* What to do:
Leaving out all pictures, give again each line exactly, from the start of the listing through the line that contains "static SkFont font(const".

★ ★ ★ ★ ★

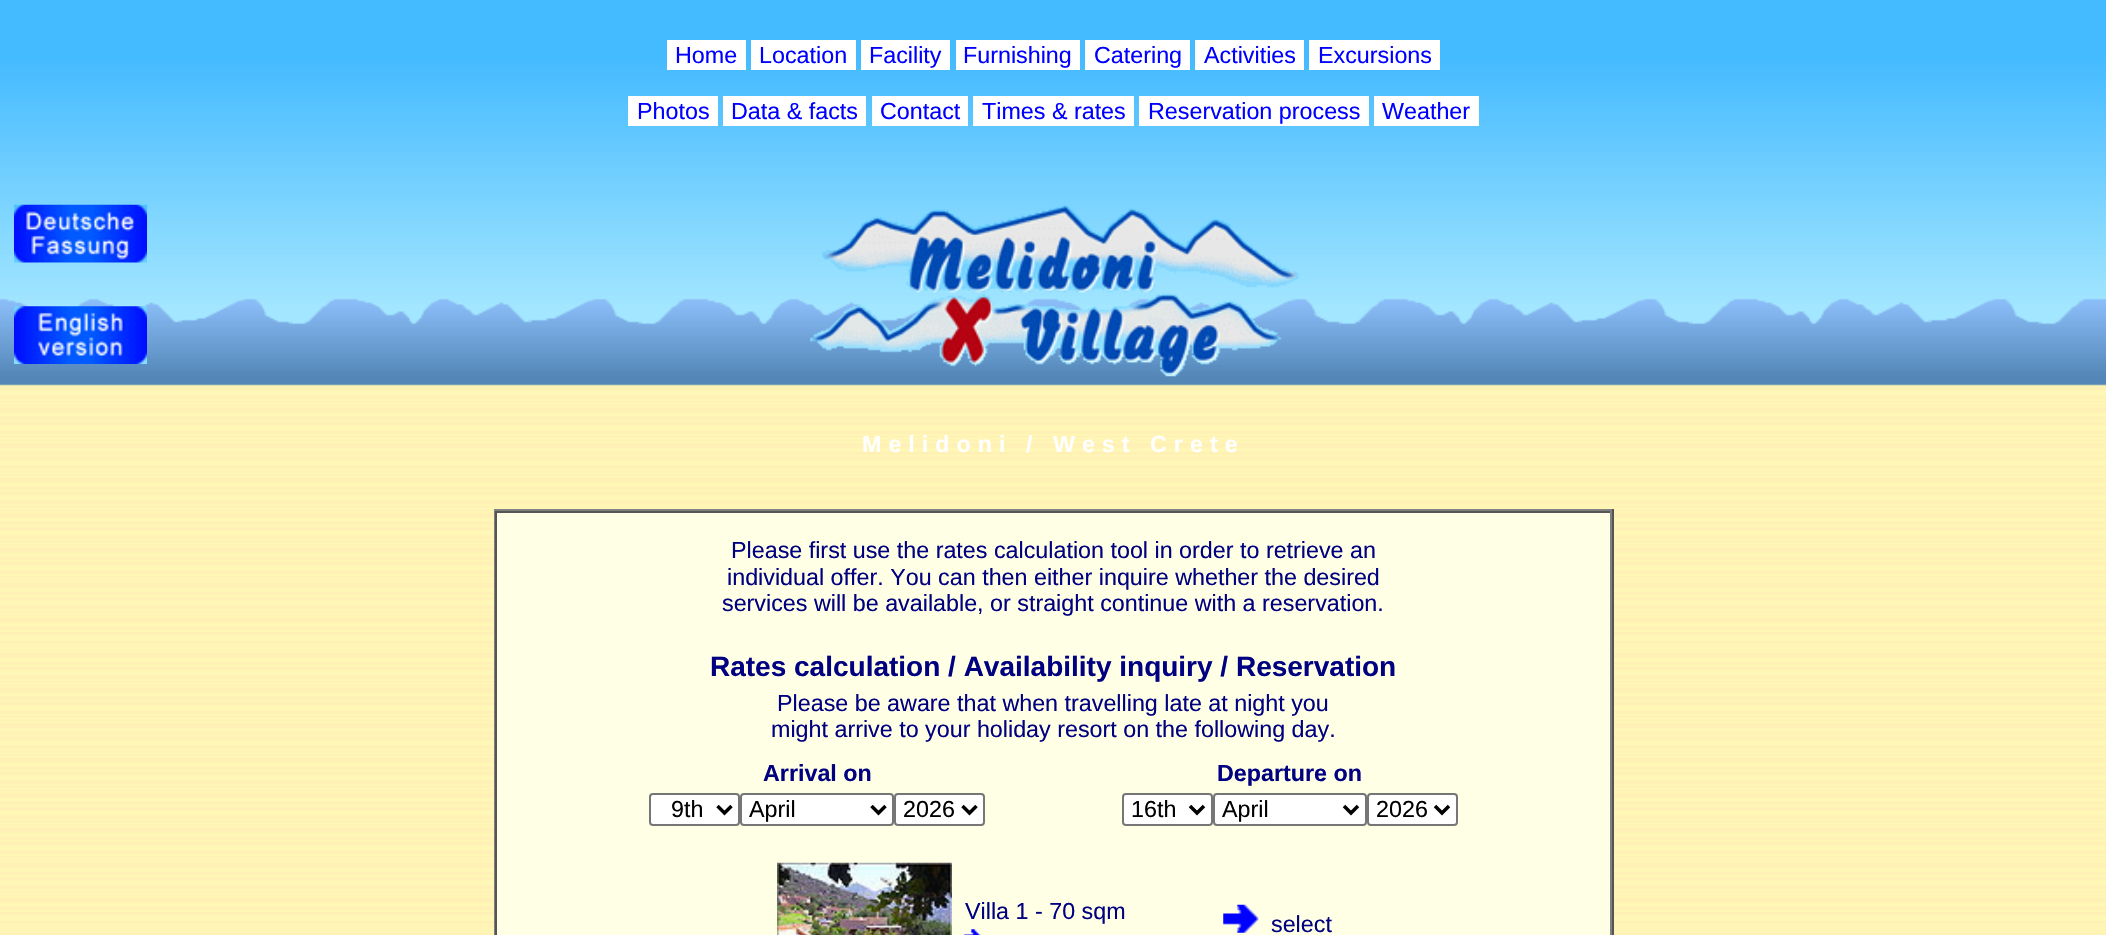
#include "include/core/SkBlurTypes.h"
#include "include/core/SkCanvas.h"
#include "include/core/SkData.h"
#include "include/core/SkFont.h"
#include "include/core/SkFontMgr.h"
#include "include/core/SkImage.h"
#include "include/core/SkMaskFilter.h"
#include "include/core/SkPaint.h"
#include "include/core/SkPathBuilder.h"
#include "include/core/SkTextBlob.h"
#include "include/effects/SkDashPathEffect.h"
#include "include/effects/SkGradientShader.h"
#include "include/utils/SkParsePath.h"

extern sk_sp<SkFontMgr> fontMgr;

static SkFont font(const char* family, int weight, float size, bool italic = false) {
    SkFontStyle style(weight, SkFontStyle::kNormal_Width,
        italic ? SkFontStyle::kItalic_Slant : SkFontStyle::kUpright_Slant);
    SkFont result(fontMgr->matchFamilyStyle(family, style), size);
    result.setSubpixel(true);
    return result;
}

static void drawLabel(SkCanvas* canvas, const char* s, float x, float y, const SkFont& font, SkColor color) {
    SkPaint ink(SkColor4f::FromColor(color));
    ink.setAntiAlias(true);
    canvas->drawString(s, x, y, font, ink);
}

static void drawTracked(SkCanvas* canvas, const char* s, float x, float y, const SkFont& font, const SkPaint& ink, float letter, float word) {
    std::vector<SkGlyphID> glyphs(font.countText(s, strlen(s), SkTextEncoding::kUTF8));
    std::vector<float> xs(glyphs.size());
    font.textToGlyphs(s, strlen(s), SkTextEncoding::kUTF8, glyphs);
    font.getXPos(glyphs, xs, x);
    float extra = 0;
    for (size_t i = 0; i < glyphs.size(); i++) {
        xs[i] += extra;
        extra += letter + word * (glyphs[i] == font.unicharToGlyph(' '));
    }
    canvas->drawTextBlob(SkTextBlob::MakeFromPosHGlyphs(glyphs, xs, y, font), 0, 0, ink);
}

static void fillRect(SkCanvas* canvas, float x, float y, float w, float h, SkColor color) {
    SkPaint ink(SkColor4f::FromColor(color));
    ink.setAntiAlias(true);
    canvas->drawRect(SkRect::MakeXYWH(x, y, w, h), ink);
}

static void drawPhoto(SkCanvas* canvas, const char* path, float x, float y, float w, float h) {
    auto image = SkImages::DeferredFromEncodedData(SkData::MakeFromFileName(path));
    canvas->drawImageRect(image, SkRect::MakeXYWH(x, y, w, h), SkSamplingOptions());
}

static SkPath parsePath(const char* data, bool evenOdd = false) {
    SkPath result = *SkParsePath::FromSVGString(data);
    if (evenOdd) result.setFillType(SkPathFillType::kEvenOdd);
    return result;
}

void draw(SkCanvas* canvas) {
    SkPaint paint;
    paint.setAntiAlias(true);
    canvas->clear(0xFFFFFFFF);
    drawPhoto(canvas, "assets/img1.png", 0, 0, 2106, 935);
    fillRect(canvas, 667, 40, 79, 30, 0xFFFFFFFF);
    SkFont font1 = font("Liberation Sans", 400, 23.3f);
    drawLabel(canvas, "Home", 675, 63, font1, 0xFF0000FF);
    fillRect(canvas, 751, 40, 105, 30, 0xFFFFFFFF);
    drawLabel(canvas, "Location", 759, 63, font1, 0xFF0000FF);
    fillRect(canvas, 861, 40, 89, 30, 0xFFFFFFFF);
    drawLabel(canvas, "Facility", 869, 63, font1, 0xFF0000FF);
    fillRect(canvas, 956, 40, 124, 30, 0xFFFFFFFF);
    drawLabel(canvas, "Furnishing", 963, 63, font1, 0xFF0000FF);
    fillRect(canvas, 1085, 40, 105, 30, 0xFFFFFFFF);
    drawLabel(canvas, "Catering", 1094, 63, font1, 0xFF0000FF);
    fillRect(canvas, 1195, 40, 109, 30, 0xFFFFFFFF);
    drawLabel(canvas, "Activities", 1204, 63, font1, 0xFF0000FF);
    fillRect(canvas, 1309, 40, 131, 30, 0xFFFFFFFF);
    drawLabel(canvas, "Excursions", 1318, 63, font1, 0xFF0000FF);
    fillRect(canvas, 628, 96, 90, 30, 0xFFFFFFFF);
    drawLabel(canvas, "Photos", 637, 119, font1, 0xFF0000FF);
    fillRect(canvas, 723, 96, 143, 30, 0xFFFFFFFF);
    drawLabel(canvas, "Data & facts", 731, 119, font1, 0xFF0000FF);
    fillRect(canvas, 872, 96, 96, 30, 0xFFFFFFFF);
    drawLabel(canvas, "Contact", 880, 119, font1, 0xFF0000FF);
    fillRect(canvas, 973, 96, 161, 30, 0xFFFFFFFF);
    drawLabel(canvas, "Times & rates", 982, 119, font1, 0xFF0000FF);
    fillRect(canvas, 1139, 96, 230, 30, 0xFFFFFFFF);
    drawLabel(canvas, "Reservation process", 1148, 119, font1, 0xFF0000FF);
    fillRect(canvas, 1374, 96, 105, 30, 0xFFFFFFFF);
    drawLabel(canvas, "Weather", 1382, 119, font1, 0xFF0000FF);
    drawPhoto(canvas, "assets/img2.png", 14, 204, 133, 59);
    drawPhoto(canvas, "assets/img3.png", 14, 306, 133, 58);
    drawPhoto(canvas, "assets/img4.png", 810, 204, 489, 173);
    SkFont font2 = font("Liberation Sans", 700, 23.3f);
    paint.setColor(0xFFFFFFFF);
    drawTracked(canvas, "Melidoni / West Crete", 862, 452, font2, paint, 7, 0);
    fillRect(canvas, 497, 513, 1113, 422, 0xFFFFFFE6);
    fillRect(canvas, 494, 509, 1120, 2, 0xFF808080);
    fillRect(canvas, 1612, 509, 2, 426, 0xFF555555);
    fillRect(canvas, 494, 509, 2, 426, 0xFF808080);
    fillRect(canvas, 495, 511, 1117, 2, 0xFF555555);
    fillRect(canvas, 1610, 511, 2, 424, 0xFF808080);
    fillRect(canvas, 495, 511, 2, 424, 0xFF555555);
    drawLabel(canvas, "Please first use the rates calculation tool in order to retrieve an", 731, 558, font1, 0xFF000080);
    drawLabel(canvas, "individual offer. You can then either inquire whether the desired", 727, 585, font1, 0xFF000080);
    drawLabel(canvas, "services will be available, or straight continue with a reservation.", 722, 611, font1, 0xFF000080);
    SkFont font3 = font("Liberation Sans", 700, 28);
    drawLabel(canvas, "Rates calculation / Availability inquiry / Reservation", 710, 676, font3, 0xFF000080);
    drawLabel(canvas, "Please be aware that when travelling late at night you", 777, 711, font1, 0xFF000080);
    drawLabel(canvas, "might arrive to your holiday resort on the following day.", 771, 737, font1, 0xFF000080);
    drawLabel(canvas, "Arrival on", 763, 781, font2, 0xFF000080);
    drawLabel(canvas, "Departure on", 1217, 781, font2, 0xFF000080);
    canvas->drawRoundRect(SkRect::MakeXYWH(650, 794, 89, 31), 3, 3, paint);
    paint.setStroke(true);
    paint.setStrokeWidth(2);
    paint.setColor(0xFF767676);
    canvas->drawRoundRect(SkRect::MakeXYWH(650, 794, 89, 31), 3, 3, paint);
    paint.setStrokeWidth(3.5f);
    paint.setColor(0xFF000000);
    canvas->drawPath(parsePath("M717.5 806L724.5 813L731.5 806"), paint);
    drawLabel(canvas, "9th", 671, 817, font1, 0xFF000000);
    paint.setStroke(false);
    paint.setColor(0xFFFFFFFF);
    canvas->drawRoundRect(SkRect::MakeXYWH(741, 794, 152, 31), 3, 3, paint);
    paint.setStroke(true);
    paint.setStrokeWidth(2);
    paint.setColor(0xFF767676);
    canvas->drawRoundRect(SkRect::MakeXYWH(741, 794, 152, 31), 3, 3, paint);
    paint.setStrokeWidth(3.5f);
    paint.setColor(0xFF000000);
    canvas->drawPath(parsePath("M871.5 806L878.5 813L885.5 806"), paint);
    drawLabel(canvas, "April", 749, 817, font1, 0xFF000000);
    paint.setStroke(false);
    paint.setColor(0xFFFFFFFF);
    canvas->drawRoundRect(SkRect::MakeXYWH(895, 794, 89, 31), 3, 3, paint);
    paint.setStroke(true);
    paint.setStrokeWidth(2);
    paint.setColor(0xFF767676);
    canvas->drawRoundRect(SkRect::MakeXYWH(895, 794, 89, 31), 3, 3, paint);
    paint.setStrokeWidth(3.5f);
    paint.setColor(0xFF000000);
    canvas->drawPath(parsePath("M962.5 806L969.5 813L976.5 806"), paint);
    drawLabel(canvas, "2026", 903, 817, font1, 0xFF000000);
    paint.setStroke(false);
    paint.setColor(0xFFFFFFFF);
    canvas->drawRoundRect(SkRect::MakeXYWH(1123, 794, 89, 31), 3, 3, paint);
    paint.setStroke(true);
    paint.setStrokeWidth(2);
    paint.setColor(0xFF767676);
    canvas->drawRoundRect(SkRect::MakeXYWH(1123, 794, 89, 31), 3, 3, paint);
    paint.setStrokeWidth(3.5f);
    paint.setColor(0xFF000000);
    canvas->drawPath(parsePath("M1190 806L1197 813L1204 806"), paint);
    drawLabel(canvas, "16th", 1131, 817, font1, 0xFF000000);
    paint.setStroke(false);
    paint.setColor(0xFFFFFFFF);
    canvas->drawRoundRect(SkRect::MakeXYWH(1214, 794, 152, 31), 3, 3, paint);
    paint.setStroke(true);
    paint.setStrokeWidth(2);
    paint.setColor(0xFF767676);
    canvas->drawRoundRect(SkRect::MakeXYWH(1214, 794, 152, 31), 3, 3, paint);
    paint.setStrokeWidth(3.5f);
    paint.setColor(0xFF000000);
    canvas->drawPath(parsePath("M1344 806L1351 813L1358 806"), paint);
    drawLabel(canvas, "April", 1222, 817, font1, 0xFF000000);
    paint.setStroke(false);
    paint.setColor(0xFFFFFFFF);
    canvas->drawRoundRect(SkRect::MakeXYWH(1368, 794, 89, 31), 3, 3, paint);
    paint.setStroke(true);
    paint.setStrokeWidth(2);
    paint.setColor(0xFF767676);
    canvas->drawRoundRect(SkRect::MakeXYWH(1368, 794, 89, 31), 3, 3, paint);
    paint.setStrokeWidth(3.5f);
    paint.setColor(0xFF000000);
    canvas->drawPath(parsePath("M1435 806L1442 813L1449 806"), paint);
    drawLabel(canvas, "2026", 1376, 817, font1, 0xFF000000);
    drawPhoto(canvas, "assets/img5.png", 777, 862, 175, 73);
    drawLabel(canvas, "Villa 1 - 70 sqm", 965, 919, font1, 0xFF000080);
    drawPhoto(canvas, "assets/img6.png", 964, 929, 17, 6);
    drawPhoto(canvas, "assets/img7.png", 1223, 904, 36, 29);
    drawLabel(canvas, "select", 1271, 932, font1, 0xFF000080);
}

★ ★ ★ ★ ★

* Expected answer:
#include "include/core/SkBlurTypes.h"
#include "include/core/SkCanvas.h"
#include "include/core/SkData.h"
#include "include/core/SkFont.h"
#include "include/core/SkFontMgr.h"
#include "include/core/SkImage.h"
#include "include/core/SkMaskFilter.h"
#include "include/core/SkPaint.h"
#include "include/core/SkPathBuilder.h"
#include "include/core/SkTextBlob.h"
#include "include/effects/SkDashPathEffect.h"
#include "include/effects/SkGradientShader.h"
#include "include/utils/SkParsePath.h"

extern sk_sp<SkFontMgr> fontMgr;

static SkFont font(const char* family, int weight, float size, bool italic = false) {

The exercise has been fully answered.